--- MATERIAL FOR THE TASK Enclosed Below ---
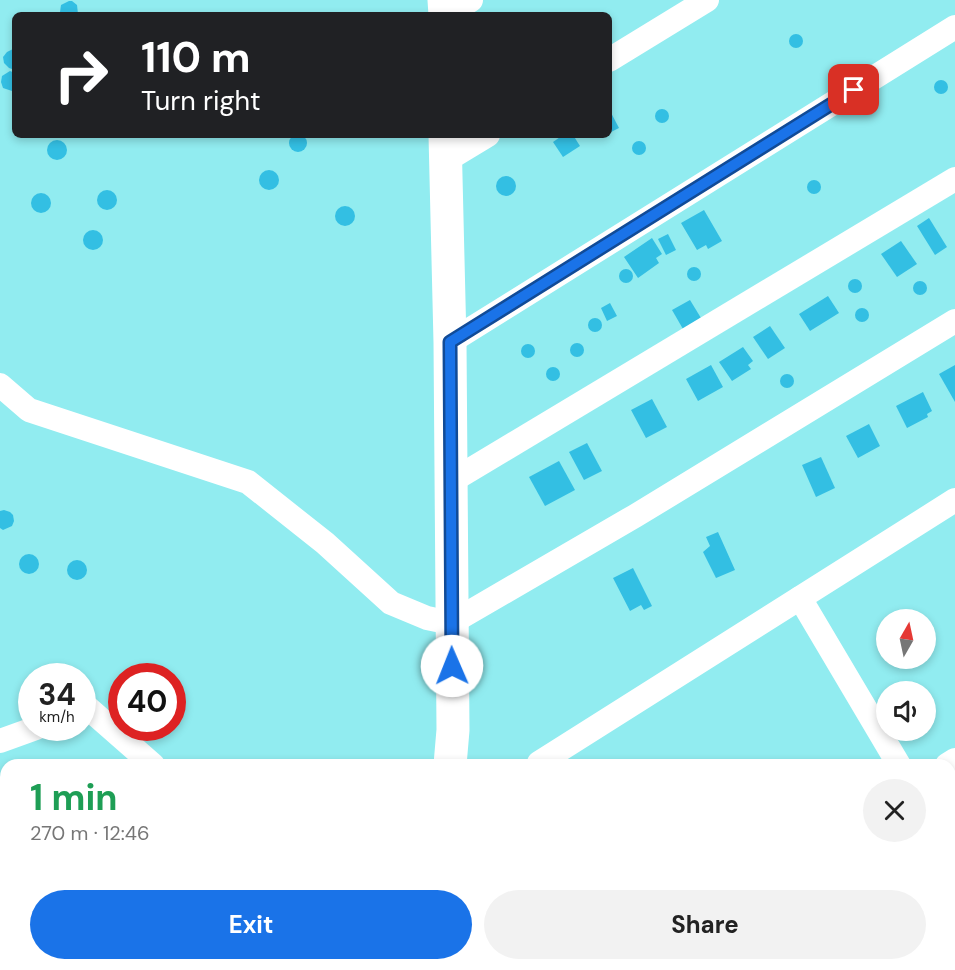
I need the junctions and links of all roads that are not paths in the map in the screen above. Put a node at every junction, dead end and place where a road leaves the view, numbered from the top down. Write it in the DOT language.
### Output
graph roads {
  1 [pos="471,0"];
  2 [pos="707,0"];
  3 [pos="451,12"];
  4 [pos="955,27"];
  5 [pos="612,58"];
  6 [pos="478,138"];
  7 [pos="445,148"];
  8 [pos="955,179"];
  9 [pos="955,321"];
  10 [pos="450,342"];
  11 [pos="0,385"];
  12 [pos="450,482"];
  13 [pos="955,500"];
  14 [pos="800,598"];
  15 [pos="451,623"];
  16 [pos="96,715"];
  17 [pos="18,734"];
  18 [pos="0,741"];
  19 [pos="146,759"];
  20 [pos="451,759"];
  21 [pos="545,759"];
  22 [pos="895,759"];
  1 -- 3 [label="street"];
  2 -- 5 [label="street"];
  4 -- 10 [label="street"];
  6 -- 7 [label="street"];
  7 -- 10 [label="street"];
  8 -- 12 [label="street"];
  9 -- 15 [label="street"];
  10 -- 12 [label="street"];
  11 -- 15 [label="street"];
  12 -- 15 [label="street"];
  13 -- 14 [label="street"];
  14 -- 21 [label="street"];
  14 -- 22 [label="street"];
  15 -- 20 [label="street"];
  16 -- 19 [label="street"];
  17 -- 18 [label="street"];
}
--- End of Enclosed MATERIAL FOR THE TASK ---
## DIRECTIONS FOR THIS TASK
Return each record above as it stands. Pictures stay out.

## SOLUTION TO THIS TASK
I need the junctions and links of all roads that are not paths in the map in the screen above. Put a node at every junction, dead end and place where a road leaves the view, numbered from the top down. Write it in the DOT language.
### Output
graph roads {
  1 [pos="471,0"];
  2 [pos="707,0"];
  3 [pos="451,12"];
  4 [pos="955,27"];
  5 [pos="612,58"];
  6 [pos="478,138"];
  7 [pos="445,148"];
  8 [pos="955,179"];
  9 [pos="955,321"];
  10 [pos="450,342"];
  11 [pos="0,385"];
  12 [pos="450,482"];
  13 [pos="955,500"];
  14 [pos="800,598"];
  15 [pos="451,623"];
  16 [pos="96,715"];
  17 [pos="18,734"];
  18 [pos="0,741"];
  19 [pos="146,759"];
  20 [pos="451,759"];
  21 [pos="545,759"];
  22 [pos="895,759"];
  1 -- 3 [label="street"];
  2 -- 5 [label="street"];
  4 -- 10 [label="street"];
  6 -- 7 [label="street"];
  7 -- 10 [label="street"];
  8 -- 12 [label="street"];
  9 -- 15 [label="street"];
  10 -- 12 [label="street"];
  11 -- 15 [label="street"];
  12 -- 15 [label="street"];
  13 -- 14 [label="street"];
  14 -- 21 [label="street"];
  14 -- 22 [label="street"];
  15 -- 20 [label="street"];
  16 -- 19 [label="street"];
  17 -- 18 [label="street"];
}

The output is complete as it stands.